Mohsen Hazrati
PHOENIX FROM THE ASHES
Curated by Tina Sauerlaender
VIRTUAL OPENING
PRISKA PASQUER VIRTUAL GALLERY
Thursday July 14, 2022, 6 - 8 pm CEST
With Live NFT Drop on the Tezos blockchain
And introduction and artist talk at 7 pm CEST
LINK to the exhibition space: https://hubs.mozilla.com/RSeqeP8/PRISKA-PASQUER-VIRTUAL-GALLERY-MOHSEN-HAZRATI
Mohsen Hazrati’s work fuses new technologies with old traditions. The Iranian artist is interested in how literary forms come into existence, and the ways in which writing transmits meaning and value over centuries. Significance highly depends on the individual reader’s background, their cultural conditions, and the circumstances of their time. Words have an ever-changing connotation depending on the unique experience of every new person reading them. The meaning of words constantly transforms. Like the Phoenix, the legendary bird who rises anew from its own ashes, myths and narrations continue to exist and to transform in an eternal cycle.
In the exhibition, Mohsen Hazrati involves the visitors in the process of creating words and meanings. Along the way to the virtual gallery, visitors choose their avatars in the shape of letters from the Latin alphabet on a sheet of paper. In this way, each visitor embodies a letter and represents its meaning. In a mirror at the PRISKA PASQUER Virtual Gallery, they encounter themselves and other avatars and they jointly create new words. Though it appears as a mirror, it is actually a stream being recorded by the budgerigar bird sitting beside it. In Iranian culture, the budgerigar bird, perched on the hand of its owner, picks a written note out of a stack of cards containing quotes from the famous Shirazi poet Hafiz. For its reader, the text functions as a divination. This method of telling the future or finding answers through randomly chosen text passages is called bibliomancy. It posits that there is a mystic connection between the individual and the text in that moment of selection, since the individual will interpret the text according to their needs and wishes. Instead of picking paper notes, the budgerigar bird in Hazrati’s installation draws its inspiration from a huge PDF document, thus symbolizing today’s digital books and their corresponding knowledge.

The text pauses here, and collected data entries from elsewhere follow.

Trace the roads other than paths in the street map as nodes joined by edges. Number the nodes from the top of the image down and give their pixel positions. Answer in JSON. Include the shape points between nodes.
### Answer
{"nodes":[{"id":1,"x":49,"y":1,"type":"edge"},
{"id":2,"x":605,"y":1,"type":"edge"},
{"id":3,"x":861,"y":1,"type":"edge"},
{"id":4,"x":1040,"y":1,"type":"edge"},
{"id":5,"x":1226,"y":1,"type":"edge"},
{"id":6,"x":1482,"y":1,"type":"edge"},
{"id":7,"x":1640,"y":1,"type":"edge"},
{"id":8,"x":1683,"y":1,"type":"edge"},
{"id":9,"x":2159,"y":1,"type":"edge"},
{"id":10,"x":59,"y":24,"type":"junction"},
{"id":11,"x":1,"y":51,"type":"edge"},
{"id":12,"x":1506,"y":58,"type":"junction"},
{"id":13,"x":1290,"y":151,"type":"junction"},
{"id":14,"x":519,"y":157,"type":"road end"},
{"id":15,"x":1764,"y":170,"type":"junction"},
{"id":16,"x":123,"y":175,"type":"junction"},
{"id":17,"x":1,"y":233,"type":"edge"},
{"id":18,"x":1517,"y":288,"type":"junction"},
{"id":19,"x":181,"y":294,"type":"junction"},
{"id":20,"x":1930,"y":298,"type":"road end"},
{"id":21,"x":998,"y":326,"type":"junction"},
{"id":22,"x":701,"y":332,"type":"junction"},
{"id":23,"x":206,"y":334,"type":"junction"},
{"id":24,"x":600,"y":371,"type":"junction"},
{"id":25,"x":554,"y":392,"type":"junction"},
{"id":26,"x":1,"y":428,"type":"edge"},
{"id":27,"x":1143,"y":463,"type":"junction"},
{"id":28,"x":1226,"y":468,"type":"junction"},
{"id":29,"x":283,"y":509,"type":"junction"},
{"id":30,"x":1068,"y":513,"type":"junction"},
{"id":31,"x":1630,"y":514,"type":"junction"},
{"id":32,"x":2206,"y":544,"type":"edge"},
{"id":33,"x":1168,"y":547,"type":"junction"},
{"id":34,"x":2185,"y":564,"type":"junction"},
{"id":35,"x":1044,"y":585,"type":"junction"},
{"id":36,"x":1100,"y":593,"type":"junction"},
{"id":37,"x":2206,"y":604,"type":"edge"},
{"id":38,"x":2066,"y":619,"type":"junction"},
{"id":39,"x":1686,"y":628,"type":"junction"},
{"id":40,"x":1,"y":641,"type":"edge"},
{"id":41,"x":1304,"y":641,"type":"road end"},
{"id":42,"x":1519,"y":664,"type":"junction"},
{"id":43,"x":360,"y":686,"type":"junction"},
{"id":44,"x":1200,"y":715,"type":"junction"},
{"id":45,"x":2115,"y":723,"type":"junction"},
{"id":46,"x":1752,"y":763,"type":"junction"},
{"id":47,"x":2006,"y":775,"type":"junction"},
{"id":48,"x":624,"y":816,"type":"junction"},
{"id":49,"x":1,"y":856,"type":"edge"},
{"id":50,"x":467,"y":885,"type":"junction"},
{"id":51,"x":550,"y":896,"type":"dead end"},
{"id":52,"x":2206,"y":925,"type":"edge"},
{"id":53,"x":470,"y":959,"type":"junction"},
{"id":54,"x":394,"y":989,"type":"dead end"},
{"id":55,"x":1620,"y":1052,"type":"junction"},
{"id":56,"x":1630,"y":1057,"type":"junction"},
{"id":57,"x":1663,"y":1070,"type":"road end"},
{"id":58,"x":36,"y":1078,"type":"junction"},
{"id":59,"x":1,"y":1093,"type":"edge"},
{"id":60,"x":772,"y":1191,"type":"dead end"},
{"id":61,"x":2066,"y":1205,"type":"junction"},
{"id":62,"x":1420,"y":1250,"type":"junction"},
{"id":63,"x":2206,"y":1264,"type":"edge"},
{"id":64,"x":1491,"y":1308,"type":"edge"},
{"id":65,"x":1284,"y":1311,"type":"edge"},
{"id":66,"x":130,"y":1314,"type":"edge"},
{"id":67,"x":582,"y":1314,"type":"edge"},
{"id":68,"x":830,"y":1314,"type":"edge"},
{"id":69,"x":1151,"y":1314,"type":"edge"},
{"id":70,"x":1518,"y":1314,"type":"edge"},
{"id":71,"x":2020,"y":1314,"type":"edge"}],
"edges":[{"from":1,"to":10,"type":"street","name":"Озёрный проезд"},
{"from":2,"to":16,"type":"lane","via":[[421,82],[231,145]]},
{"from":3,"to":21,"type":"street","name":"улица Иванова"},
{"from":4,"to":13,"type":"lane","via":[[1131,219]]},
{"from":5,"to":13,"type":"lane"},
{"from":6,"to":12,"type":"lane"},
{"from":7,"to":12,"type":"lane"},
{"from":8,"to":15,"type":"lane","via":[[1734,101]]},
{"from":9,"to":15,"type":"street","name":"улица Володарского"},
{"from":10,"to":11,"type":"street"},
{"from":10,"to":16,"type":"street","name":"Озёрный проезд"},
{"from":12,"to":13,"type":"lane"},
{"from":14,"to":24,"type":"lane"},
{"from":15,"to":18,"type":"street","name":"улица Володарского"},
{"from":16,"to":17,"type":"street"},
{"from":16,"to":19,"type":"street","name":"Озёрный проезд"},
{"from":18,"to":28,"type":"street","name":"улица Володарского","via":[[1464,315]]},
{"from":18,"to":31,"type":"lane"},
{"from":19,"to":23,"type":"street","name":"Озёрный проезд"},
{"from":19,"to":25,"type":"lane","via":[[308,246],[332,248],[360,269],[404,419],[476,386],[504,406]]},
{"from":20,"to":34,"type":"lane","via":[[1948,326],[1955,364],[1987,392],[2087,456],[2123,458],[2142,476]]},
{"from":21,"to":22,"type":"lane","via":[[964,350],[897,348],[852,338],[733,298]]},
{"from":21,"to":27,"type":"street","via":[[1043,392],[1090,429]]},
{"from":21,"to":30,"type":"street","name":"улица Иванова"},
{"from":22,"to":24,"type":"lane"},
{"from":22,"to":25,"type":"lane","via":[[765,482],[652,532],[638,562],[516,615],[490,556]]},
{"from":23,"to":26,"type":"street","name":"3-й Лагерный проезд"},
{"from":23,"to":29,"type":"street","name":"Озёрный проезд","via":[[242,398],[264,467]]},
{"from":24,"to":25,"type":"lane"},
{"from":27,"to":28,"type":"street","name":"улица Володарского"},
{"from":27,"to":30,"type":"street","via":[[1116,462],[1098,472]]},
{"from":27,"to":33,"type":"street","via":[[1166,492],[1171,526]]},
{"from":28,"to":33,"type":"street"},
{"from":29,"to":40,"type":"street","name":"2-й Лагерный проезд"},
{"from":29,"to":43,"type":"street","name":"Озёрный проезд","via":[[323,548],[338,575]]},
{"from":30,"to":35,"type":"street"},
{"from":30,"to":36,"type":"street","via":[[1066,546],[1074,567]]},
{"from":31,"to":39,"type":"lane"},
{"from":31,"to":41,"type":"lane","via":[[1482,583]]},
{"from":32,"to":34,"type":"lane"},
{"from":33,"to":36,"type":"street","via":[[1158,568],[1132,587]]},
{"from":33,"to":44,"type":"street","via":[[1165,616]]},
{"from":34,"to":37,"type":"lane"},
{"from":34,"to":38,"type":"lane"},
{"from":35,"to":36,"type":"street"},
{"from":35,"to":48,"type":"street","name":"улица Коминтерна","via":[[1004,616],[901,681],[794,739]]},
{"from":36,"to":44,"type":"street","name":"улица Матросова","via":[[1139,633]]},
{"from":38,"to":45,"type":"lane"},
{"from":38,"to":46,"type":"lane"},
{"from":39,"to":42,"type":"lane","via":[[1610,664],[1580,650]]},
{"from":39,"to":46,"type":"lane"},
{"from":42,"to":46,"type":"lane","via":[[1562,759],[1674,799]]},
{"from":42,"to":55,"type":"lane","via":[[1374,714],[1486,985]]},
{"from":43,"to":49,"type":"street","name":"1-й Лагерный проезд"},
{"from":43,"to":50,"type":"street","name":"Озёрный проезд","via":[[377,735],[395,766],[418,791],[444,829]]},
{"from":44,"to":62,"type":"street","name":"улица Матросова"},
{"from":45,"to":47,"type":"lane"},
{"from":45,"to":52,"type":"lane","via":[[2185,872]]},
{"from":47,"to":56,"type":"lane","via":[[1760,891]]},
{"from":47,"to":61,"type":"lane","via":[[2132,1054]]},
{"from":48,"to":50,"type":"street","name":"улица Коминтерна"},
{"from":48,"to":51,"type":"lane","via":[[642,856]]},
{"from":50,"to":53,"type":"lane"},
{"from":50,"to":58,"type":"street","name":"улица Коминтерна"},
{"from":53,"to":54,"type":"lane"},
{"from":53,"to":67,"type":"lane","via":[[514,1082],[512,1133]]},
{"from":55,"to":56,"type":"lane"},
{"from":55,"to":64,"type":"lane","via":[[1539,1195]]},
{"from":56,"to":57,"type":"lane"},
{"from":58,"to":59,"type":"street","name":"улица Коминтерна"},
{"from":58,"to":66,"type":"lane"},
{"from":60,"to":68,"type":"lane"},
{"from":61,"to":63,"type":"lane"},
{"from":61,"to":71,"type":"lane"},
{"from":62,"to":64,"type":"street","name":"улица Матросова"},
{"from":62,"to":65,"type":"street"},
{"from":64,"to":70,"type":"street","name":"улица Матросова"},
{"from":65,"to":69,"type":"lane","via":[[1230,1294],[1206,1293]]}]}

The artist liberates the gallery from its grounded existence and turns it into a free-floating place in the sky. A majestic bird hovers above the gallery. The winged giant not only evokes the Phoenix, but also the Persian Simurgh, the king of the birds, which serves as a symbol for the self-knowledge that can only be reached when adhering to virtues like kindness or benevolence. The bird’s appearance reflects the colors of its surroundings and therefore metaphorically encompasses the whole space. Circling back to the idea of our avatars creating words from letters, the mystic bird symbolizes that not a single letter or person is of too much significance. Together, we create, shape, and constantly transform our own narratives.
The giant bird ("TayAR") is commissioned by Grafikens Hus as part of the app Protoworld.